Résumé

  • Le système diffuse depuis les antennes proches vers les appareils compatibles présents dans la zone.

  • Tant que chaque rôle critique n’a pas une réception vérifiée ou une solution explicitement nommée, la carte reste un contexte, non un plan local achevé.

Une carte mobile et l’existence du service britannique Emergency Alerts ne prouvent pas qu’un téléphone utilisé dans un centre d’accueil ou un dépôt, ou par une équipe d’intervention, recevra un avertissement. Le système diffuse depuis les antennes proches vers les appareils compatibles présents dans la zone. Il ne dépend ni d’un numéro de téléphone ni d’une adresse enregistrée.

Mais le parcours ne s’arrête pas à l’antenne. GOV.UK indique que les alertes fonctionnent sur les réseaux 4G et 5G du Royaume-Uni et qu’un appareil relié à la 2G ou à la 3G, éteint, incompatible ou uniquement Wi‑Fi peut ne rien recevoir. Une couverture affichée décrit donc une condition réseau, pas une réception de bout en bout.

Un plan local doit conserver les faits qu’il contrôle : type d’appareil, compatibilité logicielle, mode réseau habituel, responsable, date de test et voie d’avertissement alternative. Un essai ne démontre pas toutes les situations futures, mais l’absence de ce registre ne démontre rien.

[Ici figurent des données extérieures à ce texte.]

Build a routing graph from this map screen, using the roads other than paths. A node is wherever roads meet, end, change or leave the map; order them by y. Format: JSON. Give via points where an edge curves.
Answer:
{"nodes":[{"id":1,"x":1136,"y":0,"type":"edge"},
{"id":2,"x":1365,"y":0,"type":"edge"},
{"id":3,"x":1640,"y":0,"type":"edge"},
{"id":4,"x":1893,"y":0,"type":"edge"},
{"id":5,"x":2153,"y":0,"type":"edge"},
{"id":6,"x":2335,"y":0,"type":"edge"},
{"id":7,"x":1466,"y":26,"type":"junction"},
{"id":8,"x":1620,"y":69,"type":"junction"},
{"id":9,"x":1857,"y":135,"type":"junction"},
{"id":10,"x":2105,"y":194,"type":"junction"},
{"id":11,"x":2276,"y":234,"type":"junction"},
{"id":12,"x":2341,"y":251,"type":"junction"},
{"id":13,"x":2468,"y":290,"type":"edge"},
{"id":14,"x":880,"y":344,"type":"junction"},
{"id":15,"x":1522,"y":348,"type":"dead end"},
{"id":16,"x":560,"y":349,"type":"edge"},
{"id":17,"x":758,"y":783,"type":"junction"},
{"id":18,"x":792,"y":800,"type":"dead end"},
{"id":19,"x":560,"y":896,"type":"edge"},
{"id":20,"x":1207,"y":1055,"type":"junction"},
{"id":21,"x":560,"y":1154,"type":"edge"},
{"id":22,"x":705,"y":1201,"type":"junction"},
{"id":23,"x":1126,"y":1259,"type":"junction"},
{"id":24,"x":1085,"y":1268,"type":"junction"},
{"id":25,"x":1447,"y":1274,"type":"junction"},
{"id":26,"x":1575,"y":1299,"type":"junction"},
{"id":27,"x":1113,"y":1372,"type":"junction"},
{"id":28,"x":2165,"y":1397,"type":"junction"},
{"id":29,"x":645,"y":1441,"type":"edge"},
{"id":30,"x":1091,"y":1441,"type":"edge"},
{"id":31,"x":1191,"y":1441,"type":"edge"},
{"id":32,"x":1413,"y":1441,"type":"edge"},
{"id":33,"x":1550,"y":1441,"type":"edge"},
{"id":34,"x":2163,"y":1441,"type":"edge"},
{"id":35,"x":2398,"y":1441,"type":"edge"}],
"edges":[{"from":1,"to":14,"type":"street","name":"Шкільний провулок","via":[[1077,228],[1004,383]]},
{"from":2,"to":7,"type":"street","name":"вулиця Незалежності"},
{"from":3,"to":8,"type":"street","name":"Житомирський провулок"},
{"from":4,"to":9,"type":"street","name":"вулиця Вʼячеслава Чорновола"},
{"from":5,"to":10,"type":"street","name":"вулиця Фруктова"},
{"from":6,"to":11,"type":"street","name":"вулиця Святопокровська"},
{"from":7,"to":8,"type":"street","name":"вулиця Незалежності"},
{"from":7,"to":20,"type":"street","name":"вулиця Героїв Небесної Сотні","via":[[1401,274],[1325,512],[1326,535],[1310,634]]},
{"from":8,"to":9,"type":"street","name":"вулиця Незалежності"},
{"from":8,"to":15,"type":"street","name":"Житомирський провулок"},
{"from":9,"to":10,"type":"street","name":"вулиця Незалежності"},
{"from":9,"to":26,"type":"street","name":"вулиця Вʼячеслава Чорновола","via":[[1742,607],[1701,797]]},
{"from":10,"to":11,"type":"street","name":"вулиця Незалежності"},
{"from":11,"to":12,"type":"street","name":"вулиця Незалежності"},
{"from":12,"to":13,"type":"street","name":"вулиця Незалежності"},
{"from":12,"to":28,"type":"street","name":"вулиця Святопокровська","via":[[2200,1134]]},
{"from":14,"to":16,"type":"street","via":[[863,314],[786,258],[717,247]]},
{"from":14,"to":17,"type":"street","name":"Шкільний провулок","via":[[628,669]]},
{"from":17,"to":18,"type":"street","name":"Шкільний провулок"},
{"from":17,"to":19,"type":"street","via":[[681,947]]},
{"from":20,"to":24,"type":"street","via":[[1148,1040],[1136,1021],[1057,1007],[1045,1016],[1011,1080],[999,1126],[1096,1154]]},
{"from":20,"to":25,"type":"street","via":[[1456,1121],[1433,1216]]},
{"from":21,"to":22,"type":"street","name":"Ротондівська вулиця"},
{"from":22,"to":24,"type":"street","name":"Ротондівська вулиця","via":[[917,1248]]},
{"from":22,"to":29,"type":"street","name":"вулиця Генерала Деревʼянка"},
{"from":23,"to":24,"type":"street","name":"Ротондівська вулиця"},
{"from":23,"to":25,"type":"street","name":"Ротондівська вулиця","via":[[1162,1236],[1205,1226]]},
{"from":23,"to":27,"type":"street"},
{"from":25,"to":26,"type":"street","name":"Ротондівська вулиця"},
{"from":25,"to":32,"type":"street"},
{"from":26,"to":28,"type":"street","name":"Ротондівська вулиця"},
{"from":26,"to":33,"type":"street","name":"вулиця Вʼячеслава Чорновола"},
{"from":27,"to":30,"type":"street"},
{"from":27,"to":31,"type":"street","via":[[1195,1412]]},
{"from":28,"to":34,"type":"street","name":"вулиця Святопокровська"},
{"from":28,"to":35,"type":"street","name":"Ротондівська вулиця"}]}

Les voies alternatives ne sont pas un échec du service. Le gouvernement précise que les personnes ne pouvant recevoir une alerte peuvent être averties autrement et que les alertes ne remplacent ni la radio, ni les médias locaux, ni les autres canaux d’urgence. Tant que chaque rôle critique n’a pas une réception vérifiée ou une solution explicitement nommée, la carte reste un contexte, non un plan local achevé.